What can a BFRP do to stop these false ideas? Well, Dr Bach said that if you cultivate one thing its opposite will disappear. So I give right information about Dr Bach’s work, and sometimes the wrong information disappears quite quickly.
For example, some months ago I said to a herbalist that the combinations he was selling weren’t in Dr Bach’s system. He said that life was faster nowadays, and people need faster solutions to their problems, and that the questionnaires and pre-mixed remedies were effective and quicker. All the things the marketing people had told him when they were selling him the combinations!
I said, ‘Using the remedies correctly is fast, efficacious and very simple. Try it for yourself.’ And a few days later I gave him The Bach Remedies Workbook and said, ‘Learn the true system so you can make an informed choice.’
He has now decided to sell only the 38 remedies and the crisis formula in his shop – so genuine information really did make the pre-mixed remedies disappear.

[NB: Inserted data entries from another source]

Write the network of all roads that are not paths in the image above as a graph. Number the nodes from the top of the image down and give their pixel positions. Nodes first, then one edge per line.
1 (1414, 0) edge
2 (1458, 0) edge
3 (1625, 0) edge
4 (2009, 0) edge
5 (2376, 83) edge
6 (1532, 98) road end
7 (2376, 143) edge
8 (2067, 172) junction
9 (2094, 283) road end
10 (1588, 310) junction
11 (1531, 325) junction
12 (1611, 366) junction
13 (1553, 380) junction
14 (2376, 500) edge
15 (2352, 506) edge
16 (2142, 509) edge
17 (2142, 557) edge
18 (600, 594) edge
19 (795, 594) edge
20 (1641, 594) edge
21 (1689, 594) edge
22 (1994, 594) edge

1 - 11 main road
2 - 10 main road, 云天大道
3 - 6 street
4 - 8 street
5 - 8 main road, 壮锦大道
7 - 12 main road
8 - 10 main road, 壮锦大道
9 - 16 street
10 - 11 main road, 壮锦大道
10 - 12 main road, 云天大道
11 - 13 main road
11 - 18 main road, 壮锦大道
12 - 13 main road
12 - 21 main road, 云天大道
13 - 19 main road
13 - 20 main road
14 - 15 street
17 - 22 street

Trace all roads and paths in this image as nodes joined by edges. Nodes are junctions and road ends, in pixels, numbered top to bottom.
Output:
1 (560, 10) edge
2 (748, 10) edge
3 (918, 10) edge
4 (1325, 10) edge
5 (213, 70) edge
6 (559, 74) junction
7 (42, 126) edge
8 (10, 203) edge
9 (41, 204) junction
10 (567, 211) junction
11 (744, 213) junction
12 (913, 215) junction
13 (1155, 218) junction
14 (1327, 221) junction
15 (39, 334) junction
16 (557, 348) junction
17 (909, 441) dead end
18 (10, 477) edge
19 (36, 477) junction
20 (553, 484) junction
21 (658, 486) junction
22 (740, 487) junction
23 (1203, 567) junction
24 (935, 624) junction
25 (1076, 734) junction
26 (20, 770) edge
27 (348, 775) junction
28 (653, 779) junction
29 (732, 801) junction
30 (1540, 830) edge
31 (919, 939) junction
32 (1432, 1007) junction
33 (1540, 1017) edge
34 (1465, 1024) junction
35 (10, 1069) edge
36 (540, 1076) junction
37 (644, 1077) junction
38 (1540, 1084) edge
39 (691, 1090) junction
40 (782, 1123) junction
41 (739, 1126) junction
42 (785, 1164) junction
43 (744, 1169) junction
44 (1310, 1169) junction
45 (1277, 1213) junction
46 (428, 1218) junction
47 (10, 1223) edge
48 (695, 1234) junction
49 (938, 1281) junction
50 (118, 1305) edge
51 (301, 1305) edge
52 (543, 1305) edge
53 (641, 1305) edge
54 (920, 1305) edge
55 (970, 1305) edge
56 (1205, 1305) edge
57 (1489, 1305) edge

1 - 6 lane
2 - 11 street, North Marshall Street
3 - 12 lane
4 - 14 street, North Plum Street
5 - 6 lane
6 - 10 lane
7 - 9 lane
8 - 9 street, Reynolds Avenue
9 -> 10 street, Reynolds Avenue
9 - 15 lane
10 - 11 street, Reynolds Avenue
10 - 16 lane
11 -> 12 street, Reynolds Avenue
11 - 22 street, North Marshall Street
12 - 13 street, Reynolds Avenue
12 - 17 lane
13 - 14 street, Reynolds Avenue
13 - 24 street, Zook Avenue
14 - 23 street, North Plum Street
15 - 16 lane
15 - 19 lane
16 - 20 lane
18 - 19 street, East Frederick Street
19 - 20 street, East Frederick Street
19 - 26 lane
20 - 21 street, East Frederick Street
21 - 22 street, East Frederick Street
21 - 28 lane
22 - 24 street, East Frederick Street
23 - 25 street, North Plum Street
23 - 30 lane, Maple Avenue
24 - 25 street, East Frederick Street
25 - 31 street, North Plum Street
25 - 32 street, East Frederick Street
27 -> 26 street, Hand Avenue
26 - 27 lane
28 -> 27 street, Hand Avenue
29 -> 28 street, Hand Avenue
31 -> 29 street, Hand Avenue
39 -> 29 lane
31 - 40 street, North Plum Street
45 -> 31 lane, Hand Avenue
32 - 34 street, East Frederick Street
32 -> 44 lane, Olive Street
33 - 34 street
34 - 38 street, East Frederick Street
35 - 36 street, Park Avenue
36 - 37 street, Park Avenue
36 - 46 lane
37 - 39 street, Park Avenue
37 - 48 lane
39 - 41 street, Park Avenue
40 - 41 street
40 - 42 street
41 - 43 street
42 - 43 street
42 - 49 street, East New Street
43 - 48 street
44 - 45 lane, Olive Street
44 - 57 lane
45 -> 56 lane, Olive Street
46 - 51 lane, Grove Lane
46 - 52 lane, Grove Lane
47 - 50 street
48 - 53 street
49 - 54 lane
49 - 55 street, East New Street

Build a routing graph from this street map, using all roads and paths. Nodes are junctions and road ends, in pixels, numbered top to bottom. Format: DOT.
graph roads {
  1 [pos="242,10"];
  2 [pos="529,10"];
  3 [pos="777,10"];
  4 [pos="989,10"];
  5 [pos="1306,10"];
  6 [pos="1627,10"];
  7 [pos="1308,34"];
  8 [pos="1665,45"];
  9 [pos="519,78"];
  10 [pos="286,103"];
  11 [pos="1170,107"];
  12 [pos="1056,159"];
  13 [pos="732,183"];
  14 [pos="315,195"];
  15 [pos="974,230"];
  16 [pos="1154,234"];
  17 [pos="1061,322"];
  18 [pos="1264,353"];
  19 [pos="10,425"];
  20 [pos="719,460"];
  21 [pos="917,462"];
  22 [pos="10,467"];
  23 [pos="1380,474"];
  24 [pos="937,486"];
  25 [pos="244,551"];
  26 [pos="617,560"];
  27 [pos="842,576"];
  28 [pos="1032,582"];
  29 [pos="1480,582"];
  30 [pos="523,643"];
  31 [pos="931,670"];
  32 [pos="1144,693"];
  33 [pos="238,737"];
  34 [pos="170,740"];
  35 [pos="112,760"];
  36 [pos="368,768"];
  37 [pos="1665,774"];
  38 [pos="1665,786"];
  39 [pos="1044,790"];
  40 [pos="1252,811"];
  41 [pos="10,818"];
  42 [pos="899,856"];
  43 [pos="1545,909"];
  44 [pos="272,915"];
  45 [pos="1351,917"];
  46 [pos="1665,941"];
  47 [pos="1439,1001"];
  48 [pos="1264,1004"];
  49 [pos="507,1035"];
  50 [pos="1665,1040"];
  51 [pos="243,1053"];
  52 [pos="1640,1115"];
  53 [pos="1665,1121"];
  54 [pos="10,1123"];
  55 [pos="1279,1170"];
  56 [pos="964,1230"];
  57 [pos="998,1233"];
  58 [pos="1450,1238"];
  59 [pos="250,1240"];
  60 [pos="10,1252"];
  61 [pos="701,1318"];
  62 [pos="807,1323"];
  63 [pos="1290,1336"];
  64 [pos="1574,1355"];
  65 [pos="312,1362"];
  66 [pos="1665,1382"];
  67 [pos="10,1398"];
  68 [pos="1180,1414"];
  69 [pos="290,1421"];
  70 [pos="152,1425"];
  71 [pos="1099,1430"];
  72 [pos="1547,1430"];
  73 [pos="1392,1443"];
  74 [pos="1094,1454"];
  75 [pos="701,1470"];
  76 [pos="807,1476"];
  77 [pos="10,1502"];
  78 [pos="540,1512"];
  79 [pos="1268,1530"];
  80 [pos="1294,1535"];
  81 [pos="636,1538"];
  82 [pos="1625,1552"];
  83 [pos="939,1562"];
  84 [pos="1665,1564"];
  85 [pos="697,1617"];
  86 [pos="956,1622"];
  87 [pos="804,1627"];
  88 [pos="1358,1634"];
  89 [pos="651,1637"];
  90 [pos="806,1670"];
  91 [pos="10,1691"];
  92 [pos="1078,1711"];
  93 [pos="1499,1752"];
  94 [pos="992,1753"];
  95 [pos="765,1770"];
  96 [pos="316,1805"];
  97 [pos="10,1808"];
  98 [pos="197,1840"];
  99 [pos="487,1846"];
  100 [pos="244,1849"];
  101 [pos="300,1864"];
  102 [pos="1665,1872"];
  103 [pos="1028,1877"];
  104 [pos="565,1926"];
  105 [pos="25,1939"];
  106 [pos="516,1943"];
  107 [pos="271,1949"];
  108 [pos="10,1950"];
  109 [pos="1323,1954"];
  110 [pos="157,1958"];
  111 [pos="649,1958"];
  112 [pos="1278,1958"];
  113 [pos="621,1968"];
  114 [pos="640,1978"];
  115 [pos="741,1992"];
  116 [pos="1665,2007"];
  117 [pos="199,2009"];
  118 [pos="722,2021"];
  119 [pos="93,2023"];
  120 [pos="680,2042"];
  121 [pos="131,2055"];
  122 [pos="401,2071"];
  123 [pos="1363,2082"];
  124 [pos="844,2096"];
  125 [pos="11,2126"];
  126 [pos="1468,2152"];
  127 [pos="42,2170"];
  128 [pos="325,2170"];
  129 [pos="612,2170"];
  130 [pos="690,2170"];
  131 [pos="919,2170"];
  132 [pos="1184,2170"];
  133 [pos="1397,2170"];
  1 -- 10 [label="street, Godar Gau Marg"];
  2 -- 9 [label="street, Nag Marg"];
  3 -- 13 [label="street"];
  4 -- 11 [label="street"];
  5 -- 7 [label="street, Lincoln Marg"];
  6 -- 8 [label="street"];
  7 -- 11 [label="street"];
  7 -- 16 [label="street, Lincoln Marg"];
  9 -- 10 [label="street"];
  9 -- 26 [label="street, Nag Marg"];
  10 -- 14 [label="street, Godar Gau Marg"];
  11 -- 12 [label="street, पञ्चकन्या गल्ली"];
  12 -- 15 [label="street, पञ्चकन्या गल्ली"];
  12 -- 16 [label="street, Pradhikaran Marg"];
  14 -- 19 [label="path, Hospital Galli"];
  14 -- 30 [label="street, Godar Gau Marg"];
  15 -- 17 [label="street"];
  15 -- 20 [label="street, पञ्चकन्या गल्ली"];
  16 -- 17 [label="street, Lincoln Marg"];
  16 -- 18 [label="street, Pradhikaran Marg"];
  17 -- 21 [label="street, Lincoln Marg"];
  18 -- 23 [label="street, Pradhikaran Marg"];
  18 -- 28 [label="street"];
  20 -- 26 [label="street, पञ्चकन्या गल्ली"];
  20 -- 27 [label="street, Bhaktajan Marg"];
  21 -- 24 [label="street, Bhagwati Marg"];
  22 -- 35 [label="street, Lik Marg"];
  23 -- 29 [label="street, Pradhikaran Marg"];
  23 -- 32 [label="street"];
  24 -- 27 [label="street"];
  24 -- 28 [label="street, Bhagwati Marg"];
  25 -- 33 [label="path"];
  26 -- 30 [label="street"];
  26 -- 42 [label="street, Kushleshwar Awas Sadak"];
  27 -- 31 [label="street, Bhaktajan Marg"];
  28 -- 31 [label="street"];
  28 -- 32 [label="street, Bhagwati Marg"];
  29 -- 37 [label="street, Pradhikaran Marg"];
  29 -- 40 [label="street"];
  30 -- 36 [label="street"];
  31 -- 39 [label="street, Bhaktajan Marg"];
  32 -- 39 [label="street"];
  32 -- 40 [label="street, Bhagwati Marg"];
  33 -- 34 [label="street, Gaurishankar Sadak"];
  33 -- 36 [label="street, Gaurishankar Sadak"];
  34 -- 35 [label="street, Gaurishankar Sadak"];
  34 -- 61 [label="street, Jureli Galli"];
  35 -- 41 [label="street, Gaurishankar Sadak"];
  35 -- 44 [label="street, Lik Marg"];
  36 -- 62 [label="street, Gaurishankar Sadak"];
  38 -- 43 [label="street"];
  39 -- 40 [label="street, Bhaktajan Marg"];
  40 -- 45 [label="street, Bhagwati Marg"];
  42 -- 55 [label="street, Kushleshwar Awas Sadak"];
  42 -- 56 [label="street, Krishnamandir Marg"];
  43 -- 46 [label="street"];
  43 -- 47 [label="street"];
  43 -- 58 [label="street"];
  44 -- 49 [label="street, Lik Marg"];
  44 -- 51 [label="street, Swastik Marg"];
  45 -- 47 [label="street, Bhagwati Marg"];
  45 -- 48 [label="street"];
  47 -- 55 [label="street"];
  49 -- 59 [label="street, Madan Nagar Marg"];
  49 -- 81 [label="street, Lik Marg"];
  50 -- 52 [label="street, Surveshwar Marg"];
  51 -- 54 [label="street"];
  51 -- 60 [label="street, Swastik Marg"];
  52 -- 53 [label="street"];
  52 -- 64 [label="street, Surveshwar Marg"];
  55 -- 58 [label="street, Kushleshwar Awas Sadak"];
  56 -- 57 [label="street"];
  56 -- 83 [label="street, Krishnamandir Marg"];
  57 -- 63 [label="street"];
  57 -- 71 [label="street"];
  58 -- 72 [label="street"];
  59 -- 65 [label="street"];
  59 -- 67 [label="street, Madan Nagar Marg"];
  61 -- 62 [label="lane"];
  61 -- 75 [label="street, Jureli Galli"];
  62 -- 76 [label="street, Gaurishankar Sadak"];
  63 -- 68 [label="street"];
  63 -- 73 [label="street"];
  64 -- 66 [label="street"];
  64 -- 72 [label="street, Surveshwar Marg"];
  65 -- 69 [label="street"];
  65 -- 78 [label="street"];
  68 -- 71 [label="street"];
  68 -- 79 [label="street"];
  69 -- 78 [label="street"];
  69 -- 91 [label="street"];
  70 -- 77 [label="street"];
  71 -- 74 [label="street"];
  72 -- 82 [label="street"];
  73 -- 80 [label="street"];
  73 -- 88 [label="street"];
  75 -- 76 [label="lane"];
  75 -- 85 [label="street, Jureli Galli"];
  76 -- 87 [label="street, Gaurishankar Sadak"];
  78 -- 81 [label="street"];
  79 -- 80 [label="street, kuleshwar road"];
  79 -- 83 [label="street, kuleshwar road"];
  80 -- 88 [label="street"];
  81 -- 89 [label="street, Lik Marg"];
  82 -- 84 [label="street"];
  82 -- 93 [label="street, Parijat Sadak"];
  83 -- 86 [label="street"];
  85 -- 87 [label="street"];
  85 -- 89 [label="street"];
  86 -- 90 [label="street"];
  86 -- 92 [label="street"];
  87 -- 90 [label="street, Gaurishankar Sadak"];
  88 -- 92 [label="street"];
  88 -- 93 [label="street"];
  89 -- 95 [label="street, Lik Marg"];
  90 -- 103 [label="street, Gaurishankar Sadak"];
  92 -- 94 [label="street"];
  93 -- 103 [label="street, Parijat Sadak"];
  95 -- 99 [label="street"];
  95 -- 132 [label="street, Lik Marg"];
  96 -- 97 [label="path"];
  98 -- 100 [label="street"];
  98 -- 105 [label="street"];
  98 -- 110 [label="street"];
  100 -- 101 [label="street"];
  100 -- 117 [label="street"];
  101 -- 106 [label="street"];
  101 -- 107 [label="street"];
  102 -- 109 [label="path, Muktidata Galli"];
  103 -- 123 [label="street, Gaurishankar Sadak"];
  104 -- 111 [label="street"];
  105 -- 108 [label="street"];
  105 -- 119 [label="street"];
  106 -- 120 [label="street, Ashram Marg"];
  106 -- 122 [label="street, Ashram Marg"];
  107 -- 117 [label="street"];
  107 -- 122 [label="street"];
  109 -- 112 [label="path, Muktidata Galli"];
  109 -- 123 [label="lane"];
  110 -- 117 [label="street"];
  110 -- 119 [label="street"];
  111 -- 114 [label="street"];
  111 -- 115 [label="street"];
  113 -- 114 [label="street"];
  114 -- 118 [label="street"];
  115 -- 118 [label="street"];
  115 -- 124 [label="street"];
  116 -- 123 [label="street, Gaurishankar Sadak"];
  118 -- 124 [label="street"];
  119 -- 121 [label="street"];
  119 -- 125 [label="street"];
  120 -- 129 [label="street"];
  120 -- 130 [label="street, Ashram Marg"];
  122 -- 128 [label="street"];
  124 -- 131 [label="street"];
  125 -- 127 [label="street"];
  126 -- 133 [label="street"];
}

Elisabetta Simeone BFRP, Italy
Since the last (July 2003) issue was prepared, 75 new practitioners have joined the register:
- in Argentina, Susana Cayuela de Uez, Martha Borgese, Margarita Castro Martinez, Miriam Pescara, Norma Cristina Gonzalez, Gabriela Beatriz Osovnikar, Maria Rosa Ballivian and Claudia Hilda Corchero
- in Australia, Glenda Cass, Tina Wynne, Joanne Horsburgh, Dorothy Coutts-Marshall, Hetty Hensen, Karen Welcome, Sally Bohill and Marilyn Smith;
- in Bahrain, Deborah Jashanmal;
- in Belgium, Magda Lippens;
- in Brazil, Dinamerica Ribeiro Nogueira and Augusta Borges Ruprest;
- in Denmark, Lisbeth Madsen, Anette Lei, Nina Bendsen and Lena Bjødstrup;
- in England, Laureen Hemming, Carmen Wirtz, Carol Hilwyn, Pat Russell, Terry Burke, Valerie Beardmore and Linzi Martin;
- in France, Nina Dutailly-Ringard, Marie Gabella, Mireille Giroud, Bernard Brun-Lafferrere, Marie Morin, Isabelle Guyon and Pierre Magne;
- in Ireland, Patricia O’Neill O’Flaherty;
- in Japan, Muneo Abe, Tsumiko Muramatsu, Ando Yasuko, Yuki Shirai, Mika Kohzuki, Atsuko Morisada, Kaoru Murasawa, Shizue Kimura and Sachiko Furukawa;
- in Northern Ireland, Iris Aiken;
- in Scotland, Irene McRae;
- in Spain, Cristina Navarrete Mir, Gemma Monter Sanfiz, Elena Riesco Arias, Maria Teresa Belmonte Galo and Alexandra Landgraf Blanch;
- in Sweden, Manuel Alfonzo Rodrievez, Angela Brauer and Padma Lavigne;
- in Switzerland, Trudy Diserens:
- in the U.S.A., Heidi Becker-Share, Joanne Chapman, Lauren Nappen, Pauline Minkin, Elaine Burke, Audrey Shapiro, Margaret Sumner-Wichmann, Camille Parker, Nancy Jean Mirales, Rita Qaiyum and Lucy Quinto;
- in Uruguay, Ana Maria Escande Saldaña;
- in Venezuela, Magdalena Calvo de Sosnowsky, Carolina Quintero de D’Orazio and Dorothy Lamar;
- and in Wales, Judith Jackson.
There are now 1,376 practitioners on the register.
This archive material has been edited to remove some out-of-date advice and information.